▶ Exercise brief: Any picture among the records should be left out, please; retype the rest exactly.

▶ Provided material:
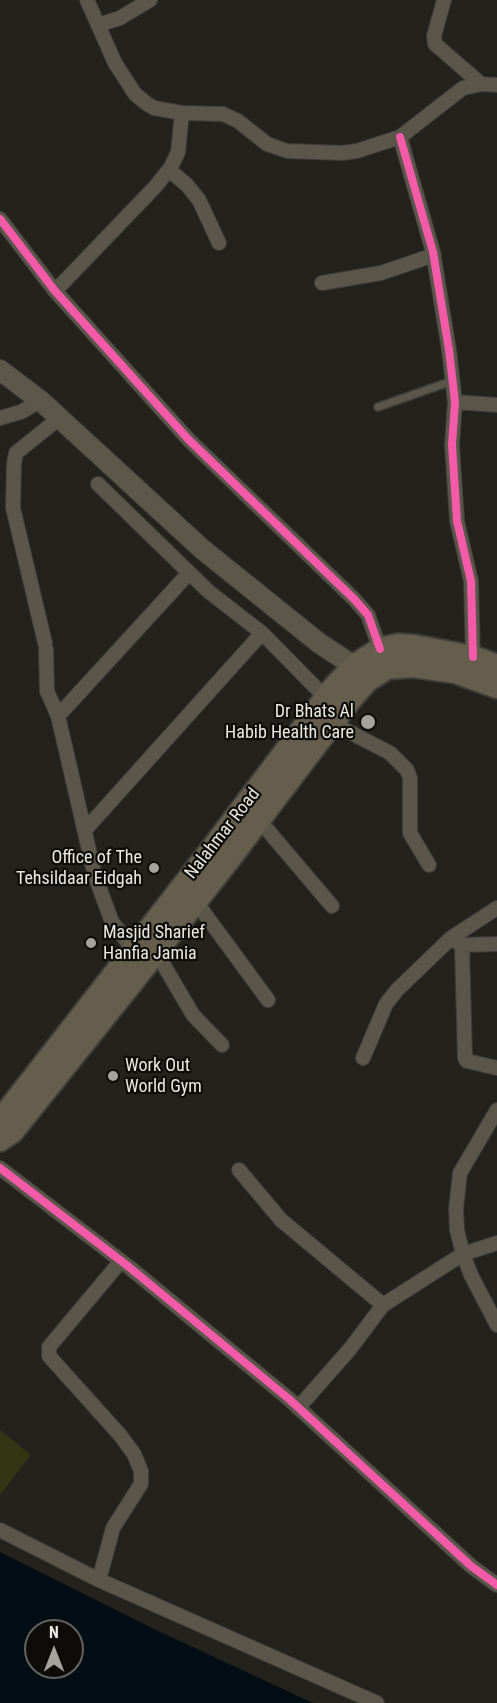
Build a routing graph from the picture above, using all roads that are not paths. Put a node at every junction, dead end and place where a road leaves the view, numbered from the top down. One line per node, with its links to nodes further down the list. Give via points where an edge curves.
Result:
1 (87, 0): 4 (street)
2 (150, 0): 4 (street)
3 (444, 0): 5 (street, via 435,44)
4 (98, 26): 7 (street, via 135,94 154,108)
5 (481, 84): 6 (street); 8 (street, via 463,88)
6 (497, 85)
7 (182, 113): 8 (street, via 223,114 267,144 287,151 342,153); 9 (street, via 178,152)
8 (400, 137): 12 (street)
9 (169, 170): 11 (street, via 199,200); 14 (street)
10 (0, 219): 14 (street)
11 (219, 243)
12 (434, 255): 13 (street, via 381,273); 16 (street)
13 (322, 283)
14 (55, 291): 26 (street, via 188,439 354,599 368,615)
15 (0, 370): 17 (street)
16 (452, 381): 18 (street); 20 (lane)
17 (40, 401): 21 (street); 22 (street)
18 (454, 402): 19 (street); 27 (street, via 452,445 457,521 471,581)
19 (497, 405)
20 (378, 407)
21 (0, 418)
22 (58, 419): 29 (street, via 202,549); 32 (street, via 16,453 13,508 45,646 47,691)
23 (98, 483): 24 (street)
24 (189, 573): 25 (street); 32 (street)
25 (262, 633): 31 (street); 35 (street)
26 (380, 649): 27 (main road, Nalahmar Road, via 414,646); 29 (main road, Nalahmar Road)
27 (473, 657): 28 (main road, Nalahmar Road)
28 (497, 666)
29 (361, 673): 30 (main road, Nalahmar Road, via 413,666 455,672); 31 (main road, Nalahmar Road); 33 (main road, Nalahmar Road)
30 (497, 687)
31 (326, 698): 42 (main road, Nalahmar Road)
32 (57, 716): 35 (street)
33 (332, 723): 34 (main road, Nalahmar Road); 36 (street, via 390,753 407,770 410,833)
34 (259, 820): 37 (main road, Nalahmar Road); 38 (street)
35 (85, 830): 42 (street, via 95,876 112,922)
36 (429, 865)
37 (196, 902): 43 (main road, Nalahmar Road); 44 (street)
38 (332, 906)
39 (497, 908): 40 (street)
40 (457, 942): 41 (street); 46 (street, via 397,990 386,1004); 47 (street, via 465,1058)
41 (497, 944)
42 (133, 949): 49 (main road, Nalahmar Road)
43 (156, 952): 45 (street, via 193,1015); 51 (main road, Nalahmar Road, via 12,1132)
44 (268, 1000)
45 (222, 1045)
46 (363, 1058)
47 (497, 1068)
48 (497, 1110): 50 (street)
49 (0, 1121)
50 (491, 1132): 55 (street, via 458,1179 457,1230)
51 (0, 1140)
52 (0, 1168): 56 (street)
53 (239, 1170): 57 (street, via 281,1220)
54 (497, 1244): 55 (street)
55 (463, 1254): 57 (street); 58 (street)
56 (121, 1261): 59 (street); 61 (street, via 49,1347 49,1356 120,1435 141,1471 141,1484 113,1528)
57 (383, 1305): 59 (street)
58 (497, 1325)
59 (298, 1408): 62 (street, via 471,1566)
60 (0, 1530): 61 (street)
61 (99, 1580): 63 (street)
62 (497, 1585)
63 (377, 1703)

▶ Exercise response:
Build a routing graph from the picture above, using all roads that are not paths. Put a node at every junction, dead end and place where a road leaves the view, numbered from the top down. One line per node, with its links to nodes further down the list. Give via points where an edge curves.
Result:
1 (87, 0): 4 (street)
2 (150, 0): 4 (street)
3 (444, 0): 5 (street, via 435,44)
4 (98, 26): 7 (street, via 135,94 154,108)
5 (481, 84): 6 (street); 8 (street, via 463,88)
6 (497, 85)
7 (182, 113): 8 (street, via 223,114 267,144 287,151 342,153); 9 (street, via 178,152)
8 (400, 137): 12 (street)
9 (169, 170): 11 (street, via 199,200); 14 (street)
10 (0, 219): 14 (street)
11 (219, 243)
12 (434, 255): 13 (street, via 381,273); 16 (street)
13 (322, 283)
14 (55, 291): 26 (street, via 188,439 354,599 368,615)
15 (0, 370): 17 (street)
16 (452, 381): 18 (street); 20 (lane)
17 (40, 401): 21 (street); 22 (street)
18 (454, 402): 19 (street); 27 (street, via 452,445 457,521 471,581)
19 (497, 405)
20 (378, 407)
21 (0, 418)
22 (58, 419): 29 (street, via 202,549); 32 (street, via 16,453 13,508 45,646 47,691)
23 (98, 483): 24 (street)
24 (189, 573): 25 (street); 32 (street)
25 (262, 633): 31 (street); 35 (street)
26 (380, 649): 27 (main road, Nalahmar Road, via 414,646); 29 (main road, Nalahmar Road)
27 (473, 657): 28 (main road, Nalahmar Road)
28 (497, 666)
29 (361, 673): 30 (main road, Nalahmar Road, via 413,666 455,672); 31 (main road, Nalahmar Road); 33 (main road, Nalahmar Road)
30 (497, 687)
31 (326, 698): 42 (main road, Nalahmar Road)
32 (57, 716): 35 (street)
33 (332, 723): 34 (main road, Nalahmar Road); 36 (street, via 390,753 407,770 410,833)
34 (259, 820): 37 (main road, Nalahmar Road); 38 (street)
35 (85, 830): 42 (street, via 95,876 112,922)
36 (429, 865)
37 (196, 902): 43 (main road, Nalahmar Road); 44 (street)
38 (332, 906)
39 (497, 908): 40 (street)
40 (457, 942): 41 (street); 46 (street, via 397,990 386,1004); 47 (street, via 465,1058)
41 (497, 944)
42 (133, 949): 49 (main road, Nalahmar Road)
43 (156, 952): 45 (street, via 193,1015); 51 (main road, Nalahmar Road, via 12,1132)
44 (268, 1000)
45 (222, 1045)
46 (363, 1058)
47 (497, 1068)
48 (497, 1110): 50 (street)
49 (0, 1121)
50 (491, 1132): 55 (street, via 458,1179 457,1230)
51 (0, 1140)
52 (0, 1168): 56 (street)
53 (239, 1170): 57 (street, via 281,1220)
54 (497, 1244): 55 (street)
55 (463, 1254): 57 (street); 58 (street)
56 (121, 1261): 59 (street); 61 (street, via 49,1347 49,1356 120,1435 141,1471 141,1484 113,1528)
57 (383, 1305): 59 (street)
58 (497, 1325)
59 (298, 1408): 62 (street, via 471,1566)
60 (0, 1530): 61 (street)
61 (99, 1580): 63 (street)
62 (497, 1585)
63 (377, 1703)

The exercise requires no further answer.